Disney sinks despite subscriber defeat as analysts consider saturation in the streaming market
Disney (DIS) reported second-quarter financial results after the bell on Wednesday that missed both top and bottom earnings, although net additions for emerging streaming platform Disney+ came in at 7.9 million, well above estimates of 4.5 million.
The sudden rally caused shares to rise 5% in the post-closing trading period. However, Disney quickly wiped out those gains during the company’s earnings call as CFO Christine McCarthy warned of the challenging economic environment as well as weak subscriber growth in the second half of the year.
Shares continued their decline into Thursday’s session, down nearly 2% at midday.
Despite the tempo, Disney’s net subscriber additions are still slowing compared to previous quarters.
The company added 11.7 million subscribers in the first quarter of 2022, sharply exceeding analyst estimates. On a year-over-year basis, the media giant announced a net addition of 8.7 million in the second quarter of 2021.
The overall drop in subscribers comes as inflation continues to rise, consumers cut costs, and competition intensifies. Analysts remain divided over what those economic conditions mean when it comes to the long-term outlook for Disney+.
“That’s kind of a question about when that’s going to happen [the market] Are you saturating too much? “
Disney is “spending tons of money to grow Disney+,” the analyst added, noting that “the company’s financial Q2 was the second biggest loss for that segment.”
“Although the company has managed to increase the number of subscribers, the question is, at what cost?”
Kreutz added that Disney+ is “in an early stage of growth” compared to competitors like Netflix, which lost 200,000 users in its most recent quarter (the first time the company has lost subscribers in a quarter in 10 years).

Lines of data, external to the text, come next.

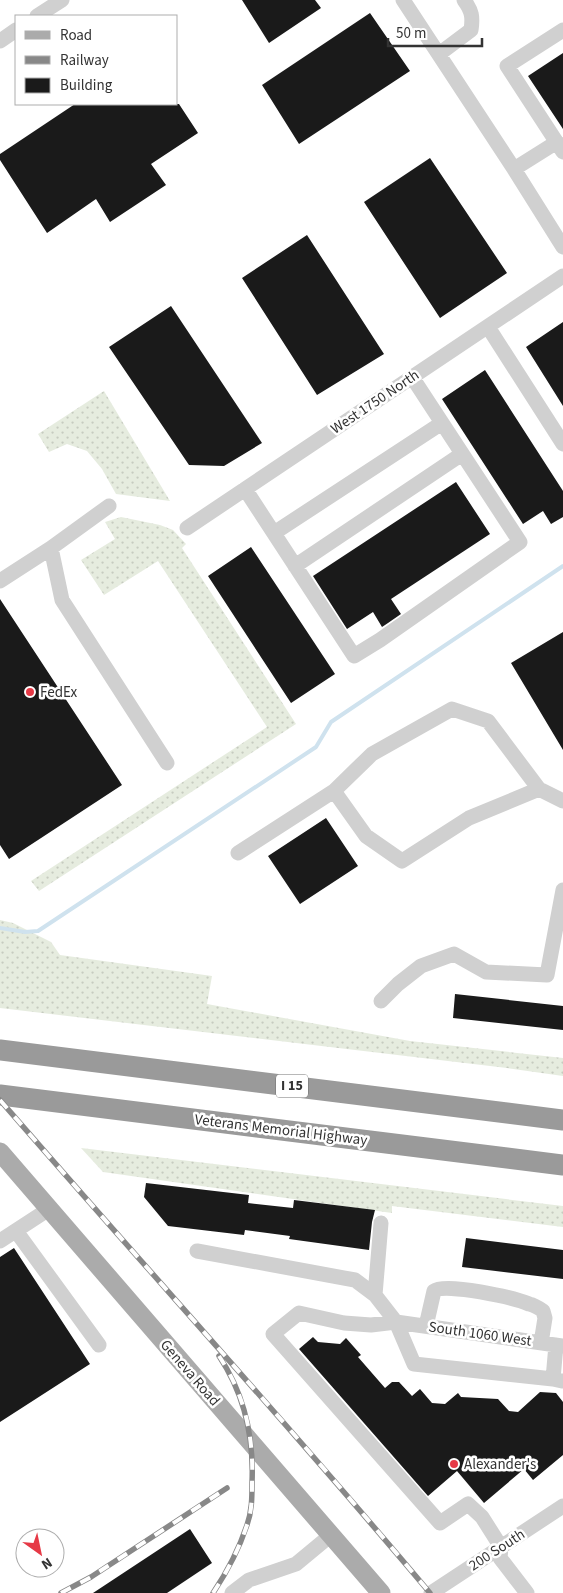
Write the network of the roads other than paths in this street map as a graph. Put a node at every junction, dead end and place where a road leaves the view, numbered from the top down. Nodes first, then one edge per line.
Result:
1 (62, 0) edge
2 (403, 0) edge
3 (464, 0) edge
4 (39, 15) edge
5 (563, 30) edge
6 (15, 31) edge
7 (0, 41) edge
8 (438, 54) junction
9 (560, 147) edge
10 (514, 169) junction
11 (563, 247) edge
12 (563, 276) edge
13 (488, 327) junction
14 (412, 378) junction
15 (442, 423) junction
16 (563, 444) edge
17 (462, 454) junction
18 (245, 489) junction
19 (109, 506) dead end
20 (187, 528) dead end
21 (274, 533) junction
22 (51, 548) junction
23 (295, 566) junction
24 (0, 581) edge
25 (167, 763) dead end
26 (539, 789) junction
27 (334, 791) junction
28 (563, 801) edge
29 (238, 853) dead end
30 (563, 890) edge
31 (381, 1001) dead end
32 (0, 1050) edge
33 (0, 1095) edge
34 (563, 1120) edge
35 (0, 1152) edge
36 (563, 1165) edge
37 (8, 1168) edge
38 (50, 1209) junction
39 (380, 1223) dead end
40 (16, 1231) junction
41 (0, 1241) edge
42 (198, 1251) dead end
43 (375, 1295) junction
44 (396, 1322) junction
45 (426, 1326) junction
46 (541, 1343) junction
47 (99, 1345) dead end
48 (560, 1346) edge
49 (558, 1380) edge
50 (563, 1506) edge
51 (331, 1536) junction
52 (502, 1547) junction
53 (232, 1593) edge
54 (381, 1593) edge
55 (431, 1593) edge
56 (527, 1593) edge

1 - 4 street
2 - 8 street
3 - 8 street
5 - 9 street
6 - 7 street
8 - 10 street
9 - 10 street
10 - 11 street
12 - 13 street, West 1750 North
13 - 14 street, West 1750 North
13 - 16 street
14 - 15 street
14 - 18 street, West 1750 North
15 - 17 street
15 - 21 street
17 - 23 street
17 - 23 street
18 - 20 street, West 1750 North
18 - 21 street
19 - 22 street
21 - 23 street
22 - 24 street
22 - 25 street
26 - 27 street
26 - 27 street
26 - 28 street
27 - 29 street
30 - 31 street
32 - 34 highway, I 15
33 - 36 highway, Veterans Memorial Highway
35 - 37 main road, Geneva Road
37 - 38 main road, Geneva Road
38 - 40 street
38 - 51 main road, Geneva Road
39 - 43 street
40 - 41 street
40 - 47 street
42 - 43 street
43 - 44 street
44 - 45 street, South 1060 West
44 - 49 street
44 - 52 street, South 1060 West
45 - 46 street, South 1060 West
45 - 46 street
46 - 48 street, South 1060 West
48 - 49 street
50 - 52 street, 200 South
51 - 53 street
51 - 54 main road, Geneva Road
52 - 55 street, 200 South
52 - 56 street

Laura Hoy, equity analyst at Hargreaves Lansdowne, agreed, saying that although investors breathed a “big sigh of relief” that Disney did not follow the same fate as Netflix, the media conglomerate “is in a much different place.”
Howe explained that Disney+ is “at the beginning of the journey. It doesn’t face the same barriers.”
However, “we can’t really convince them what they’re doing with streaming. They are definitely able to hold onto their subscribers and are able to attract new subscribers.”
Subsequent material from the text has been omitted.